(Beginning of PROVIDED DATA)

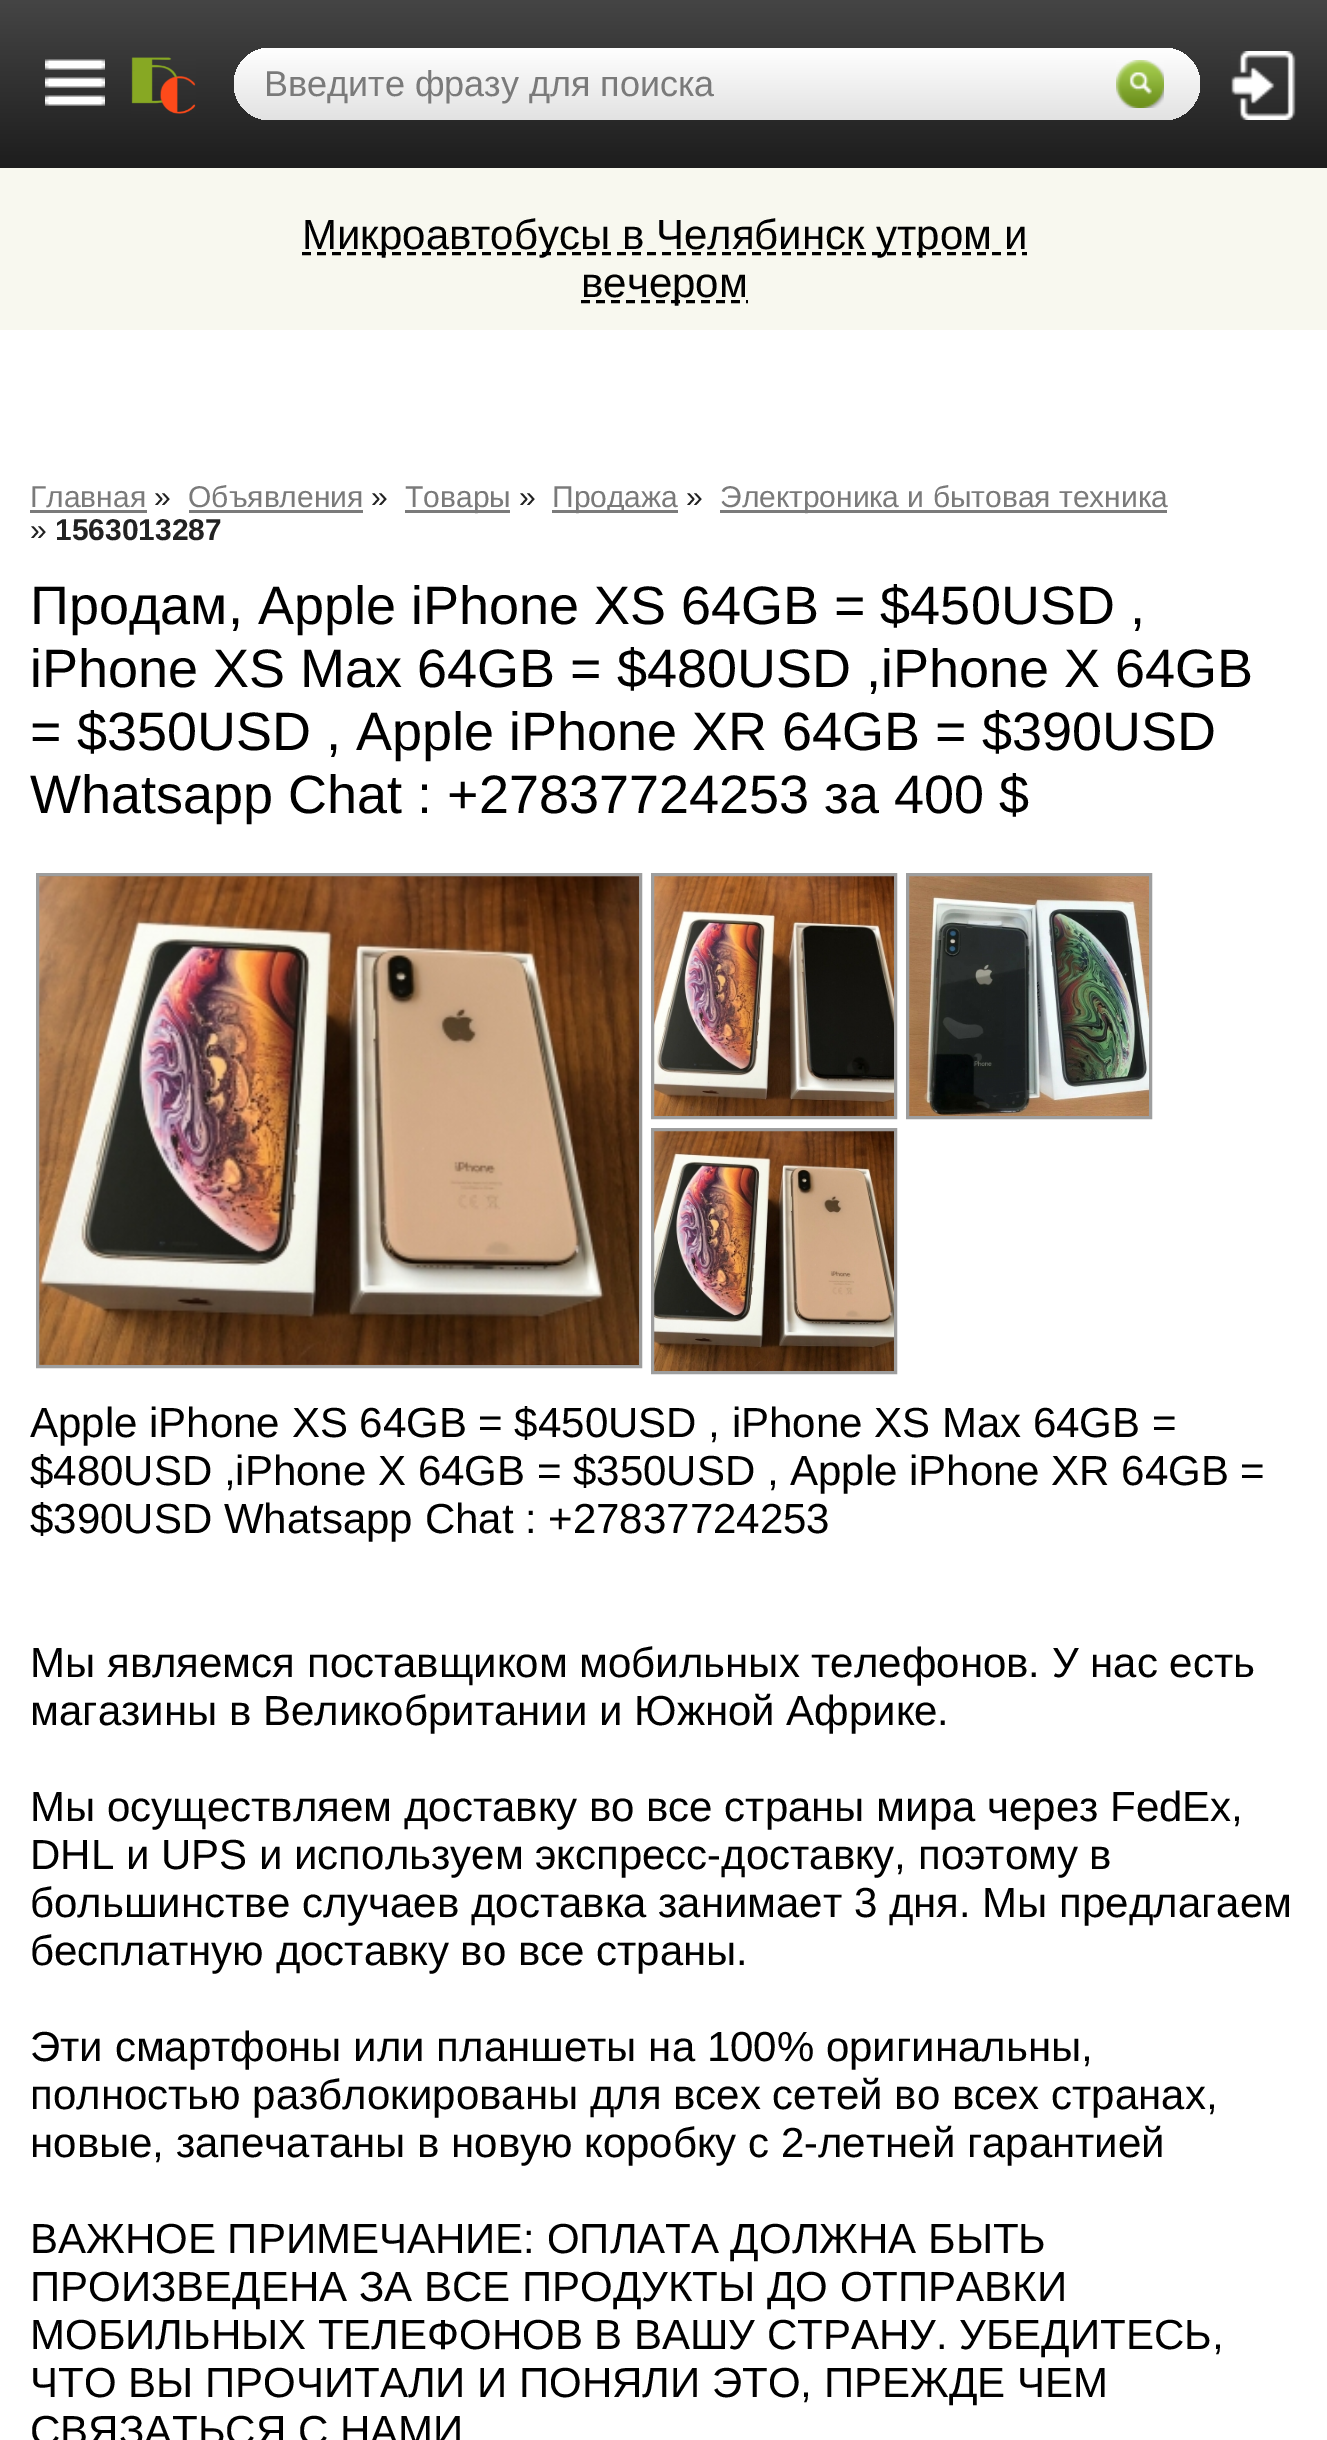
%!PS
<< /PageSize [1327 2440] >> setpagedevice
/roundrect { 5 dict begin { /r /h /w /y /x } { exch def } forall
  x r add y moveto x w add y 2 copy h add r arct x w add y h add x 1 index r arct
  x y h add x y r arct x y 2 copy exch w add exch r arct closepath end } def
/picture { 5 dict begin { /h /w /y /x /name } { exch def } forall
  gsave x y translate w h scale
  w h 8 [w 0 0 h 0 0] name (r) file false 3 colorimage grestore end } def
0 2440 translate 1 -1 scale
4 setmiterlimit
0.973 0.973 0.937 setrgbcolor
0 0 1327 2440 rectfill
gsave newpath 0 0 moveto 1327 0 lineto 1327 168 lineto 0 168 lineto closepath clip newpath
<< /ShadingType 2 /ColorSpace /DeviceRGB /Coords [665 0 665 168] /Extend [true true] /Function << /FunctionType 2 /Domain [0 1] /C0 [0.271 0.271 0.271] /C1 [0.114 0.114 0.114] /N 1 >> >> shfill grestore
(img1.rgb) 45 59 60 47 picture
(img2.rgb) 131 57 65 57 picture
gsave 234 48 966 72 36 roundrect clip newpath
<< /ShadingType 2 /ColorSpace /DeviceRGB /Coords [717 48 717 120] /Extend [true true] /Function << /FunctionType 2 /Domain [0 1] /C0 [1 1 1] /C1 [0.886 0.886 0.886] /N 1 >> >> shfill grestore
/LiberationSans-Regular [36 0 0 -36 0 0] selectfont
0.478 setgray
264 96 moveto (Введите фразу для поиска) show
(img3.rgb) 1116 60 48 48 picture
(img4.rgb) 1231 51 65 69 picture
0 setgray
3 setlinewidth
[9 6] 0 setdash
newpath 302 253.5 moveto 1027 253.5 lineto stroke
/LiberationSans-Regular [42 0 0 -42 0 0] selectfont
302 249 moveto (Микроавтобусы в Челябинск утром и) show
newpath 581 301.5 moveto 748 301.5 lineto stroke
581 297 moveto (вечером) show
1 setgray
0 330 1327 2110 rectfill
/LiberationSans-Regular [30 0 0 -30 0 0] selectfont
0.478 setgray
30 507 moveto (Главная) show
30 510 117 3 rectfill
0.133 setgray
154 507 moveto (») show
0.478 setgray
188 507 moveto (Объявления) show
189 510 174 3 rectfill
0.133 setgray
371 507 moveto (») show
0.478 setgray
405 510 105 3 rectfill
405 507 moveto (Товары) show
0.133 setgray
519 507 moveto (») show
0.478 setgray
552 510 126 3 rectfill
552 507 moveto (Продажа) show
0.133 setgray
686 507 moveto (») show
0.478 setgray
720 510 447 3 rectfill
720 507 moveto (Электроника и бытовая техника) show
0.133 setgray
30 540 moveto (») show
/LiberationSans-Bold [30 0 0 -30 0 0] selectfont
55 540 moveto (1563013287) show
/LiberationSans-Regular [54 0 0 -54 0 0] selectfont
0 setgray
30 624 moveto (Продам, Apple iPhone XS 64GB = $450USD ,) show
30 687 moveto (iPhone XS Max 64GB = $480USD ,iPhone X 64GB) show
30 750 moveto (= $350USD , Apple iPhone XR 64GB = $390USD) show
30 813 moveto (Whatsapp Chat : +27837724253 за 400 $) show
(img5.rgb) 39 876 600 489 picture
0.62 setgray
[] 0 setdash
37.5 874.5 603 492 rectstroke
(img6.rgb) 654 876 240 240 picture
652.5 874.5 243 243 rectstroke
(img7.rgb) 909 876 240 240 picture
907.5 874.5 243 243 rectstroke
(img8.rgb) 654 1131 240 240 picture
652.5 1129.5 243 243 rectstroke
/LiberationSans-Regular [42 0 0 -42 0 0] selectfont
0 setgray
30 1437 moveto (Apple iPhone XS 64GB = $450USD , iPhone XS Max 64GB =) show
30 1485 moveto ($480USD ,iPhone X 64GB = $350USD , Apple iPhone XR 64GB =) show
30 1533 moveto ($390USD Whatsapp Chat : +27837724253) show
30 1677 moveto (Мы являемся поставщиком мобильных телефонов. У нас есть) show
30 1725 moveto (магазины в Великобритании и Южной Африке.) show
30 1821 moveto (Мы осуществляем доставку во все страны мира через FedEx,) show
30 1869 moveto (DHL и UPS и используем экспресс-доставку, поэтому в) show
30 1917 moveto (большинстве случаев доставка занимает 3 дня. Мы предлагаем) show
30 1965 moveto (бесплатную доставку во все страны.) show
30 2061 moveto (Эти смартфоны или планшеты на 100% оригинальны,) show
30 2109 moveto (полностью разблокированы для всех сетей во всех странах,) show
30 2157 moveto (новые, запечатаны в новую коробку с 2-летней гарантией) show
30 2253 moveto (ВАЖНОЕ ПРИМЕЧАНИЕ: ОПЛАТА ДОЛЖНА БЫТЬ) show
30 2301 moveto (ПРОИЗВЕДЕНА ЗА ВСЕ ПРОДУКТЫ ДО ОТПРАВКИ) show
30 2349 moveto (МОБИЛЬНЫХ ТЕЛЕФОНОВ В ВАШУ СТРАНУ. УБЕДИТЕСЬ,) show
30 2397 moveto (ЧТО ВЫ ПРОЧИТАЛИ И ПОНЯЛИ ЭТО, ПРЕЖДЕ ЧЕМ) show
30 2445 moveto (СВЯЗАТЬСЯ С НАМИ) show
showpage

(End of PROVIDED DATA)

Once the line containing "x y h add x" has been located, transcribe exactly and only every line from the first line of the entries through it, excluding pictures.

%!PS
<< /PageSize [1327 2440] >> setpagedevice
/roundrect { 5 dict begin { /r /h /w /y /x } { exch def } forall
  x r add y moveto x w add y 2 copy h add r arct x w add y h add x 1 index r arct
  x y h add x y r arct x y 2 copy exch w add exch r arct closepath end } def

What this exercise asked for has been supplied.